(Collected data entries)
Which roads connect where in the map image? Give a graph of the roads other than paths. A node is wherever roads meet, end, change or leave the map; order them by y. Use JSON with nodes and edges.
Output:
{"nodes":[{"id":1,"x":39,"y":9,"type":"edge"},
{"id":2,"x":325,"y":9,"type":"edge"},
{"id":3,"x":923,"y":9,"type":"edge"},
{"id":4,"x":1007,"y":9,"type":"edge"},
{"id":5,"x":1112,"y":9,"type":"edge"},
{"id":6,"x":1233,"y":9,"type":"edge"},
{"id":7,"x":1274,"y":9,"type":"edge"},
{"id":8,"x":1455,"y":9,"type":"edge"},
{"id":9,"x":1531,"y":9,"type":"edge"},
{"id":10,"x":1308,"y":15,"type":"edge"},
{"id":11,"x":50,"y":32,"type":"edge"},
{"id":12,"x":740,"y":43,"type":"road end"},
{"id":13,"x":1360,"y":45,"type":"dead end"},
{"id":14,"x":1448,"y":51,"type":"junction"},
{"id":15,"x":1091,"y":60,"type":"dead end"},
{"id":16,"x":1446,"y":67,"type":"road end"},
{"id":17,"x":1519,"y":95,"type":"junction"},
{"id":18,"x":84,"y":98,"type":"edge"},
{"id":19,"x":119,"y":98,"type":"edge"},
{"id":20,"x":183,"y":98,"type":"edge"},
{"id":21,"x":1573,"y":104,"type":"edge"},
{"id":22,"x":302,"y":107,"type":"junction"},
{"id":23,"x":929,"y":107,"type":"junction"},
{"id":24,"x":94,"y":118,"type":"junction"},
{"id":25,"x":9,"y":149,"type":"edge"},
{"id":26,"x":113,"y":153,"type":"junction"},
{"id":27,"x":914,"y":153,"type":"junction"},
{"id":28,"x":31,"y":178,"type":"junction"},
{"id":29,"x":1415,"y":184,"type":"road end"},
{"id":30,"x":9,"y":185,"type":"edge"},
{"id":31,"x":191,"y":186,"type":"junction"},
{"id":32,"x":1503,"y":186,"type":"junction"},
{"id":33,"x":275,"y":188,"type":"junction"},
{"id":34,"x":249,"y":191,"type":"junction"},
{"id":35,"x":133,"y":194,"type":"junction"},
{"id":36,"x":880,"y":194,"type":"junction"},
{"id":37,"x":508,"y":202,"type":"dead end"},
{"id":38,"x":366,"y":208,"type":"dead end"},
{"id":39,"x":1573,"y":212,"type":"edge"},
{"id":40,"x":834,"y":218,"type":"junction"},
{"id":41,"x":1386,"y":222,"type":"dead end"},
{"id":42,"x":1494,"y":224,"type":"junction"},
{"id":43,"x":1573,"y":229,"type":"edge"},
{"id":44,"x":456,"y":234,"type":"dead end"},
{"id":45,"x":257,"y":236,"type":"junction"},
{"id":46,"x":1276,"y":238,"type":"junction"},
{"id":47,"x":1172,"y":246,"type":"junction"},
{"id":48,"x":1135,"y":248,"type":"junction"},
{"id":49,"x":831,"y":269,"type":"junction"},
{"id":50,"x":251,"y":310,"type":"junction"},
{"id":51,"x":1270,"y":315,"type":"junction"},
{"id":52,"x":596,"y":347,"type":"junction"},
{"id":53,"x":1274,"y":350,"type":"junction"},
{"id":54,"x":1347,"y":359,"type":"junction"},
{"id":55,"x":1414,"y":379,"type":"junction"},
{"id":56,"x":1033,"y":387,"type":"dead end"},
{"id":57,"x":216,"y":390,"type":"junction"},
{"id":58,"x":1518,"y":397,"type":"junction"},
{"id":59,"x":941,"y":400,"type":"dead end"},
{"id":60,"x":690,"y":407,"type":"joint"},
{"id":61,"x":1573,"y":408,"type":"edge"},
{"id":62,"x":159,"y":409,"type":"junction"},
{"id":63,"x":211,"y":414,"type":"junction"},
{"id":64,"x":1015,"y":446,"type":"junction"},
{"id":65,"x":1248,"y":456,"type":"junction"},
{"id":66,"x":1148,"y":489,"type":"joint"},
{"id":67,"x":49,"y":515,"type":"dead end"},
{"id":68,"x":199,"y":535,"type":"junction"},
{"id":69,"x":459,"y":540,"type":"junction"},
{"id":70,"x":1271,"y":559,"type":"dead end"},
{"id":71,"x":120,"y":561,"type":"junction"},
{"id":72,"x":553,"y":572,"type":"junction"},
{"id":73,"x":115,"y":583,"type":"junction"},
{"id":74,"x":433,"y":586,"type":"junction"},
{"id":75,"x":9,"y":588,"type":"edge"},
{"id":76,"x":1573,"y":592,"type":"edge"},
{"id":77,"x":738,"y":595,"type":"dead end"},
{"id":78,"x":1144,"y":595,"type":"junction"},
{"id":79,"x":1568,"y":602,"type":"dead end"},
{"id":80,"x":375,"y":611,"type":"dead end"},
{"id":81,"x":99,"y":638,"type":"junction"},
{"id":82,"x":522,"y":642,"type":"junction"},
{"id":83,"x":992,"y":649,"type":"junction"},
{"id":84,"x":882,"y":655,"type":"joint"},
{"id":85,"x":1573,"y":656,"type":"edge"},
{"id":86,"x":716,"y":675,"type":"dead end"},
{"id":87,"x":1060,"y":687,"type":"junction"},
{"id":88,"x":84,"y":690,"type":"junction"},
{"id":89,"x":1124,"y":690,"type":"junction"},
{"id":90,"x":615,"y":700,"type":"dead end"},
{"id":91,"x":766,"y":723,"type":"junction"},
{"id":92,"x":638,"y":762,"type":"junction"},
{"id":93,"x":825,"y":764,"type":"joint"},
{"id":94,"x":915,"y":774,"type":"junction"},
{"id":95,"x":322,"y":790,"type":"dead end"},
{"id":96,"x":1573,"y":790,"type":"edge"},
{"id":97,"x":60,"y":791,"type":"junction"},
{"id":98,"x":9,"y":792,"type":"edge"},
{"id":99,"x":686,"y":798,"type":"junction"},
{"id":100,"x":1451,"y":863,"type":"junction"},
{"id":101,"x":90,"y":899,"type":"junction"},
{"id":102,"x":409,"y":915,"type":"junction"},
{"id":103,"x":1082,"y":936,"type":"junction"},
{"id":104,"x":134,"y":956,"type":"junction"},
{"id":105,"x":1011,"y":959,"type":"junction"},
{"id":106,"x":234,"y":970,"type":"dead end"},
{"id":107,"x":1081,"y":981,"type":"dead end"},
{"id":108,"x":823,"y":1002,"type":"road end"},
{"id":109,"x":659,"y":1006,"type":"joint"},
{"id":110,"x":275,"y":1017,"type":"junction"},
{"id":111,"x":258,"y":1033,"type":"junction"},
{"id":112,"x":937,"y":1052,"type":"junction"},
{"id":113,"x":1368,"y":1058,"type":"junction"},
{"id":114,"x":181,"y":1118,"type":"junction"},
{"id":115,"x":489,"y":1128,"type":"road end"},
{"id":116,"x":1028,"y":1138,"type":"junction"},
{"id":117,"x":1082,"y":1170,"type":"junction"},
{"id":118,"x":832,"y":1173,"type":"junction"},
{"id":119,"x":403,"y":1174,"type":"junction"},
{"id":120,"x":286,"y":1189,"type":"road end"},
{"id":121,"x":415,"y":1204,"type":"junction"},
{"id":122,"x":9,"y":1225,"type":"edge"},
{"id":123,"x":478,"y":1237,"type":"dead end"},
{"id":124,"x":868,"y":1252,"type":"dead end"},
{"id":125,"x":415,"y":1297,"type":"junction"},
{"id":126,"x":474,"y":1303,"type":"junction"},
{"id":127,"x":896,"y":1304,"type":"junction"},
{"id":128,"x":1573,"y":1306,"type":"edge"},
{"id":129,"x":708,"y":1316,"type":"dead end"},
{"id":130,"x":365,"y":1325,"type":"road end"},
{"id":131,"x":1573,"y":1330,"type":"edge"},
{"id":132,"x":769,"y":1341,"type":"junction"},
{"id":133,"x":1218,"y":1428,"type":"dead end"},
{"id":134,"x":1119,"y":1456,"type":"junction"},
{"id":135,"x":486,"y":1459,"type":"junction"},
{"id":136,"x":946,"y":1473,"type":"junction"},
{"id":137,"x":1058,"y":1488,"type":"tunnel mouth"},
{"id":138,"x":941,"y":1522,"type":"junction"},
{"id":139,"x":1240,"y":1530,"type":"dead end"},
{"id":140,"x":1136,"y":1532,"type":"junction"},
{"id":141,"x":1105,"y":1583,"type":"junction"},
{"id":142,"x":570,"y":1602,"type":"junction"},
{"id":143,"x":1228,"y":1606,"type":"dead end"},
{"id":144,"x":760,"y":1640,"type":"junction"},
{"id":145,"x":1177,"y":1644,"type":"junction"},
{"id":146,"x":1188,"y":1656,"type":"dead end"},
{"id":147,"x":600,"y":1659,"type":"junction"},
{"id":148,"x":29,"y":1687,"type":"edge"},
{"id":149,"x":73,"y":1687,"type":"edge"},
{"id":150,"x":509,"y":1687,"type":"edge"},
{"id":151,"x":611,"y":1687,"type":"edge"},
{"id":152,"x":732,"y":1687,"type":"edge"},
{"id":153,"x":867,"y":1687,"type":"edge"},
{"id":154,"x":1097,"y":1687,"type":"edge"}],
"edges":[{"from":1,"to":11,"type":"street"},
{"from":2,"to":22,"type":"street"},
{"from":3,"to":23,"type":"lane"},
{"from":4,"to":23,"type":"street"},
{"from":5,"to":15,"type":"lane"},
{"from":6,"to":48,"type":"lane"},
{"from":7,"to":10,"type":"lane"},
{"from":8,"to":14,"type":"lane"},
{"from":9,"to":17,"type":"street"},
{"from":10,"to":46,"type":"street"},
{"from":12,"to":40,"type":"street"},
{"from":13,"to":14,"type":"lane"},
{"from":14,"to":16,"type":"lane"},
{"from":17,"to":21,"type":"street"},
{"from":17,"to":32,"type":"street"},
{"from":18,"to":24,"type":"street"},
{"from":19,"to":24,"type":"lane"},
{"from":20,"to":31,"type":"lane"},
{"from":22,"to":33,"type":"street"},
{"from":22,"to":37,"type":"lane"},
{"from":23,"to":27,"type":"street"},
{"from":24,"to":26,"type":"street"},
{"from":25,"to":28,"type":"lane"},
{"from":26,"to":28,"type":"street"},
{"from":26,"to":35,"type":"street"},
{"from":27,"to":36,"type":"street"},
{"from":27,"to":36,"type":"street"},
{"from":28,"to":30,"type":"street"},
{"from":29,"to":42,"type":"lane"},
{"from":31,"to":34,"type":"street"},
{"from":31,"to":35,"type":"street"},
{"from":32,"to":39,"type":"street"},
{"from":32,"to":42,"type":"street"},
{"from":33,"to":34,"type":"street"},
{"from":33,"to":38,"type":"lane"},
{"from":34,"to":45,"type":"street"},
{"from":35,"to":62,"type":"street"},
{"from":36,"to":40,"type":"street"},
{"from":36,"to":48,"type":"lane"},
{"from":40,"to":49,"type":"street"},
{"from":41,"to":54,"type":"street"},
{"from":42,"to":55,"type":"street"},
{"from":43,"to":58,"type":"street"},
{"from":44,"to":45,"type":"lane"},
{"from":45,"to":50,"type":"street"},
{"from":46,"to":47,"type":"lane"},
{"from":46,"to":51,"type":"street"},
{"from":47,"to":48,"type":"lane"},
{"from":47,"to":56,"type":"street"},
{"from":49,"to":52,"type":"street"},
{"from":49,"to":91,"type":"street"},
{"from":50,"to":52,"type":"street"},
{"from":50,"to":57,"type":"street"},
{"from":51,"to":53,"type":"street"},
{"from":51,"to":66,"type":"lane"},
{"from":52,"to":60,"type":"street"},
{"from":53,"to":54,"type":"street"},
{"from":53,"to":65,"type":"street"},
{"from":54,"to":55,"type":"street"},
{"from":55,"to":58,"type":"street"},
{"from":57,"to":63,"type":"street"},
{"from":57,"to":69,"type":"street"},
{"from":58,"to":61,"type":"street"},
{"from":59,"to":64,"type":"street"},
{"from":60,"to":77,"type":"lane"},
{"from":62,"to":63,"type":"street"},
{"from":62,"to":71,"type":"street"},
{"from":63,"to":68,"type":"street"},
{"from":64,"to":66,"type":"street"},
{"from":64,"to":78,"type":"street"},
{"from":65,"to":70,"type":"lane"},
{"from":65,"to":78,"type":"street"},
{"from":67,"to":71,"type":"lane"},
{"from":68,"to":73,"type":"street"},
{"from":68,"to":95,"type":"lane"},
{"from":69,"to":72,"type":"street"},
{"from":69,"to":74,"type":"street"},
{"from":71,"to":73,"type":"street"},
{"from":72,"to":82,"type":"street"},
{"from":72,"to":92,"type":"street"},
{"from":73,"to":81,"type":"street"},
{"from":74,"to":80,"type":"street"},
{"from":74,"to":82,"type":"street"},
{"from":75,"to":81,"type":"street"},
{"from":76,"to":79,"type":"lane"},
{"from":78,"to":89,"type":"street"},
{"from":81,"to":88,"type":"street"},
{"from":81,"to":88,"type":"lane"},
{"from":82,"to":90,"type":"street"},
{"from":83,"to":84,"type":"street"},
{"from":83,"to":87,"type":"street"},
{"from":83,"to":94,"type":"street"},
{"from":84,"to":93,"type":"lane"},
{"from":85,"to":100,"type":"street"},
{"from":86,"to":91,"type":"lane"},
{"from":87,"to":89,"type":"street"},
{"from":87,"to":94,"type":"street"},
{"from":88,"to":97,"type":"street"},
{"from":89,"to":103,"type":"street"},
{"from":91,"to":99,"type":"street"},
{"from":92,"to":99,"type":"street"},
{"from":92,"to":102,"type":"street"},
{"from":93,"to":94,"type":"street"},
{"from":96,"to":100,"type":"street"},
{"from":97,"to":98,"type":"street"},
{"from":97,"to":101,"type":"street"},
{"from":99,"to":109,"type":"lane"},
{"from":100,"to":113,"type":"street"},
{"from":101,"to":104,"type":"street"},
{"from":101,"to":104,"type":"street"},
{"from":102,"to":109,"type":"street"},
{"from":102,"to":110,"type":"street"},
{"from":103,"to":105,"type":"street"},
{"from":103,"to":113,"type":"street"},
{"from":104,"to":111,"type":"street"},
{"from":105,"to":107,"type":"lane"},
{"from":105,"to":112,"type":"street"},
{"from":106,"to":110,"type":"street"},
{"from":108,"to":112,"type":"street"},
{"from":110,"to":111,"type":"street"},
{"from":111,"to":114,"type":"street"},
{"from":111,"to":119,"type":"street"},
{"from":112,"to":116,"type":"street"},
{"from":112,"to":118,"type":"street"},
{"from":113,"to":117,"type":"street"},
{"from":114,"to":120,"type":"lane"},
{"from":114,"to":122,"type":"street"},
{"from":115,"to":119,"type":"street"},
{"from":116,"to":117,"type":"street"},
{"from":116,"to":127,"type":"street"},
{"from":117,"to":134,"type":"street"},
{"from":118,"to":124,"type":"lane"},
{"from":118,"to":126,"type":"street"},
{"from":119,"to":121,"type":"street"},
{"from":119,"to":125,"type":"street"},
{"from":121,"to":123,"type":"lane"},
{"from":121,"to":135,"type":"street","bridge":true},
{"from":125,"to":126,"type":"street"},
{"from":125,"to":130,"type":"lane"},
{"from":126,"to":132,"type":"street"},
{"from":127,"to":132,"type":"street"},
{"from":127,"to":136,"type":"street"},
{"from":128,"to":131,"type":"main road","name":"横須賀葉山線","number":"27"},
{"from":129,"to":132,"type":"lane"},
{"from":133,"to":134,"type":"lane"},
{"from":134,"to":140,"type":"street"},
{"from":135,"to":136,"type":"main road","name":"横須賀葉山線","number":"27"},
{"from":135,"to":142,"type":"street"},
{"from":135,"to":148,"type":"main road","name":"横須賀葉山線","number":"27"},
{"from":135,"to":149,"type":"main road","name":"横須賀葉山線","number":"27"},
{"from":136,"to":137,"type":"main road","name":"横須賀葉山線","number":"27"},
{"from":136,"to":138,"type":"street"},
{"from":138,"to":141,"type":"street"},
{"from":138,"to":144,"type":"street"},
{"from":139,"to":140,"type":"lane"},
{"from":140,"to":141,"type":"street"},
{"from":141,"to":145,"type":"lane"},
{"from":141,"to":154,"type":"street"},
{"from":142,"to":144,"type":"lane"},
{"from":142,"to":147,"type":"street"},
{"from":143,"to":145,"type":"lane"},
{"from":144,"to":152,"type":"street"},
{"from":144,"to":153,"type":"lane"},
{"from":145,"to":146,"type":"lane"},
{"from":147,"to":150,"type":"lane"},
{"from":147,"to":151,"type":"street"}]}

PROBLEM DETAILS - Scan the data above and report each line in which "横須賀葉山線" is present.

ANSWER FOR THIS EXERCISE -
{"from":128,"to":131,"type":"main road","name":"横須賀葉山線","number":"27"},
{"from":135,"to":136,"type":"main road","name":"横須賀葉山線","number":"27"},
{"from":135,"to":148,"type":"main road","name":"横須賀葉山線","number":"27"},
{"from":135,"to":149,"type":"main road","name":"横須賀葉山線","number":"27"},
{"from":136,"to":137,"type":"main road","name":"横須賀葉山線","number":"27"},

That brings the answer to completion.